Setting Up a Jupyter Notebook for Snowpark

This topic explains how to set up a Jupyter notebook for Snowpark.

In this Topic:

Setting Up a Jupyter Notebook for Scala Development

Make sure that Jupyter is set up to use Scala. For example, you can install the Almond kernel.

Note

When using coursier to install the Almond kernel, specify a supported version of Scala.

Configuring the Jupyter Notebook for Snowpark

Next, configure the Jupyter notebook for Snowpark.

  1. In a new cell, run the following commands to define a variable for a directory:

    import sys.process._
    val replClassPath = "<path_to_a_new_directory>" // e.g. /home/myusername/replClasses
    s"mkdir -p $replClassPath" !
    

    This does the following:

    • Defines a variable for a directory for classes generated by the Scala REPL.

    • Creates that directory.

    Note

    Make sure that you have the operating system permissions to create a directory in that location.

    The Scala REPL generates classes for the Scala code that you write, including your code that defines UDFs. The Snowpark library uses this directory to find and upload the classes for your UDFs that are generated by the REPL.

    Note

    If you are using multiple notebooks, you’ll need to create and configure a separate REPL class directory for each notebook.

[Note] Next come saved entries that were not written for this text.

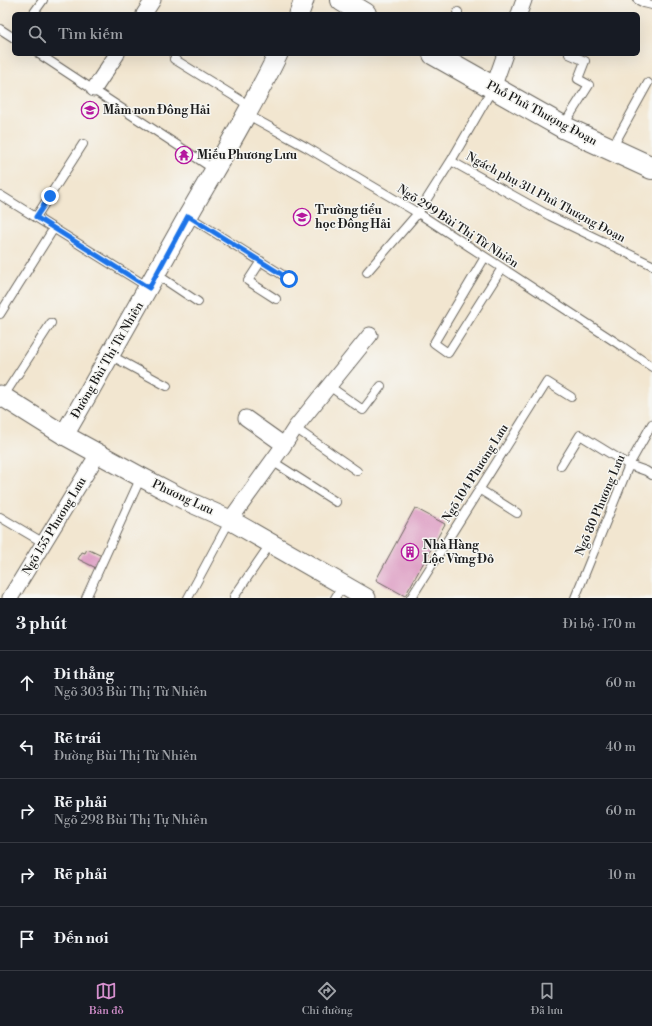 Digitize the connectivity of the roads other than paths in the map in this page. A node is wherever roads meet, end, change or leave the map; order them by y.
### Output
1 (43, 0) edge
2 (153, 0) edge
3 (342, 0) edge
4 (524, 0) edge
5 (34, 12) edge
6 (145, 12) edge
7 (361, 12) edge
8 (520, 12) edge
9 (0, 29) edge
10 (12, 37) edge
11 (42, 56) edge
12 (116, 56) edge
13 (277, 56) edge
14 (439, 56) edge
15 (504, 56) edge
16 (574, 56) edge
17 (174, 59) dead end
18 (648, 83) dead end
19 (493, 88) junction
20 (94, 89) junction
21 (248, 110) junction
22 (563, 126) junction
23 (83, 144) dead end
24 (611, 149) junction
25 (451, 160) junction
26 (652, 168) edge
27 (215, 170) junction
28 (0, 195) edge
29 (418, 213) junction
30 (188, 216) junction
31 (36, 217) junction
32 (54, 228) junction
33 (485, 257) junction
34 (261, 261) junction
35 (652, 265) edge
36 (502, 268) junction
37 (367, 272) dead end
38 (289, 279) dead end
39 (152, 281) junction
40 (276, 299) dead end
41 (198, 302) dead end
42 (0, 314) edge
43 (51, 323) dead end
44 (370, 335) dead end
45 (110, 356) junction
46 (652, 367) edge
47 (167, 386) dead end
48 (329, 386) junction
49 (381, 386) dead end
50 (2, 396) edge
51 (571, 397) dead end
52 (246, 418) dead end
53 (652, 424) edge
54 (295, 428) junction
55 (64, 435) junction
56 (284, 446) junction
57 (98, 454) junction
58 (272, 461) junction
59 (629, 465) junction
60 (561, 466) dead end
61 (357, 471) dead end
62 (652, 475) edge
63 (141, 477) junction
64 (479, 490) junction
65 (336, 502) dead end
66 (517, 513) dead end
67 (0, 517) edge
68 (230, 520) junction
69 (44, 543) junction
70 (271, 543) junction
71 (339, 591) edge
72 (234, 597) dead end
73 (10, 598) edge
74 (86, 598) edge
75 (188, 598) edge
76 (366, 598) edge
77 (411, 598) edge
78 (575, 598) edge

1 - 5 lane
2 - 6 street
3 - 7 main road
4 - 8 street
9 - 10 lane
11 - 20 lane
12 - 20 street
13 - 21 street, Đường Bùi Thị Từ Nhiên
14 - 19 main road, Phố Phủ Thượng Đoạn
15 - 19 street
16 - 22 lane
17 - 21 lane, Ngõ 299 Bùi Thị Từ Nhiên
18 - 24 lane
19 - 22 main road, Phố Phủ Thượng Đoạn
19 - 25 lane
20 - 27 lane
21 - 27 street, Đường Bùi Thị Từ Nhiên
21 - 29 lane, Ngõ 299 Bùi Thị Từ Nhiên
22 - 24 main road, Phố Phủ Thượng Đoạn
23 - 31 lane
24 - 26 main road, Phố Phủ Thượng Đoạn
25 - 29 lane
25 - 35 lane, Ngách phụ 311 Phủ Thượng Đoạn
27 - 30 street, Đường Bùi Thị Từ Nhiên
28 - 31 lane
29 - 33 lane, Ngõ 299 Bùi Thị Từ Nhiên
29 - 37 lane
30 - 34 lane
30 - 39 street, Đường Bùi Thị Từ Nhiên
31 - 32 lane
32 - 39 lane
32 - 42 lane
33 - 36 lane, Ngõ 299 Bùi Thị Từ Nhiên
33 - 36 lane
34 - 38 lane
34 - 40 lane
36 - 46 lane, Ngõ 299 Bùi Thị Từ Nhiên
39 - 41 lane
39 - 45 street, Đường Bùi Thị Từ Nhiên
43 - 50 lane
44 - 48 street
45 - 47 lane
45 - 55 street, Đường Bùi Thị Từ Nhiên
48 - 49 lane
48 - 54 street
50 - 55 street, Phương Lưu
51 - 64 lane, Ngõ 104 Phương Lưu
52 - 56 street
53 - 59 lane, Ngõ 80 Phương Lưu
54 - 56 street
54 - 61 lane
55 - 57 street, Phương Lưu
56 - 58 street
57 - 63 street, Phương Lưu
57 - 69 street, Ngõ 155 Phương Lưu
58 - 65 lane
58 - 68 street
59 - 60 lane
59 - 62 lane
59 - 78 lane, Ngõ 80 Phương Lưu
63 - 68 street, Phương Lưu
63 - 74 lane
64 - 66 lane
64 - 77 lane, Ngõ 104 Phương Lưu
67 - 69 lane
68 - 70 street, Phương Lưu
68 - 75 lane
69 - 73 street, Ngõ 155 Phương Lưu
70 - 71 street, Phương Lưu
70 - 72 lane
71 - 76 street, Phương Lưu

  2. Run the following commands in a cell to configure the compiler for the Scala REPL:

    interp.configureCompiler(_.settings.outputDirs.setSingleOutput(replClassPath))
    interp.configureCompiler(_.settings.Yreplclassbased)
    interp.load.cp(os.Path(replClassPath))
    

    This does the following:

    • Configures the compiler to generate classes for the REPL in the directory that you created earlier.

    • Configures the compiler to wrap code entered in the REPL in classes, rather than in objects.

    • Adds the directory that you created earlier as a dependency of the REPL interpreter.

  3. Create a new session in Snowpark, and add the REPL class directory that you created earlier as a dependency. For example:

    // Import the Snowpark library from Maven.
    import $ivy.`com.snowflake:snowpark:0.9.0`
    
    import com.snowflake.snowpark._
    import com.snowflake.snowpark.functions._
    
    val session = Session.builder.configs(Map(
        "URL" -> "https://<account_identifier>.snowflakecomputing.com",
        "USER" -> "<username>",
        "PASSWORD" -> "<password>",
        "ROLE" -> "<role_name>",
        "WAREHOUSE" -> "<warehouse_name>",
        "DB" -> "<database_name>",
        "SCHEMA" -> "<schema_name>"
    )).create
    
    // Add the directory for REPL classes that you created earlier.
    session.addDependency(replClassPath)

    See Creating a Session for Snowpark for an explanation of the Map keys.

  4. Run the following commands in a cell to add the Ammonite kernel classes as dependencies for your UDF:

    def addClass(session: Session, className: String): String = {
      var cls1 = Class.forName(className)
      val resourceName = "/" + cls1.getName().replace(".", "/") + ".class"
      val url = cls1.getResource(resourceName)
      val path = url.getPath().split(":").last.split("!").head
      session.addDependency(path)
      path
    }
    addClass(session, "ammonite.repl.ReplBridge$")
    addClass(session, "ammonite.interp.api.APIHolder")
    addClass(session, "pprint.TPrintColors")
    

    Note

    If you plan to create UDFs that have dependencies that are available through Maven, you can use the addClass method defined above to add those dependencies:

    addClass(session, "<dependency_package>.<dependency_class>")
    

    If you need to specify a dependency in a JAR file, call interp.load.cp to load the JAR file for the REPL interpreter, and call session.addDependency to add the JAR file as a dependency for your UDFs:

    interp.load.cp(os.Path(<path to jar file>/<jar file>)
    addDependency(<path to jar file>/<jar file>)
    

Verifying Your Jupyter Notebook Configuration

Run the following commands in a cell to verify that you can define and call an anonymous user-defined function (UDF):

class UDFCode extends Serializable {
  val appendLastNameFunc = (s: String) => {
    s"$s Johnson"
  }
}
// Define an anonymous UDF.
val appendLastNameUdf = udf((new UDFCode).appendLastNameFunc)
// Create a DataFrame that has a column NAME with a single row with the value "Raymond".
val df = session.sql("select 'Raymond' NAME")
// Call the UDF, passing in the values in the NAME column.
// Return a new DataFrame that has an additional column "Full Name" that contains the value returned by the UDF.
df.withColumn("Full Name", appendLastNameUdf(col("NAME"))).show()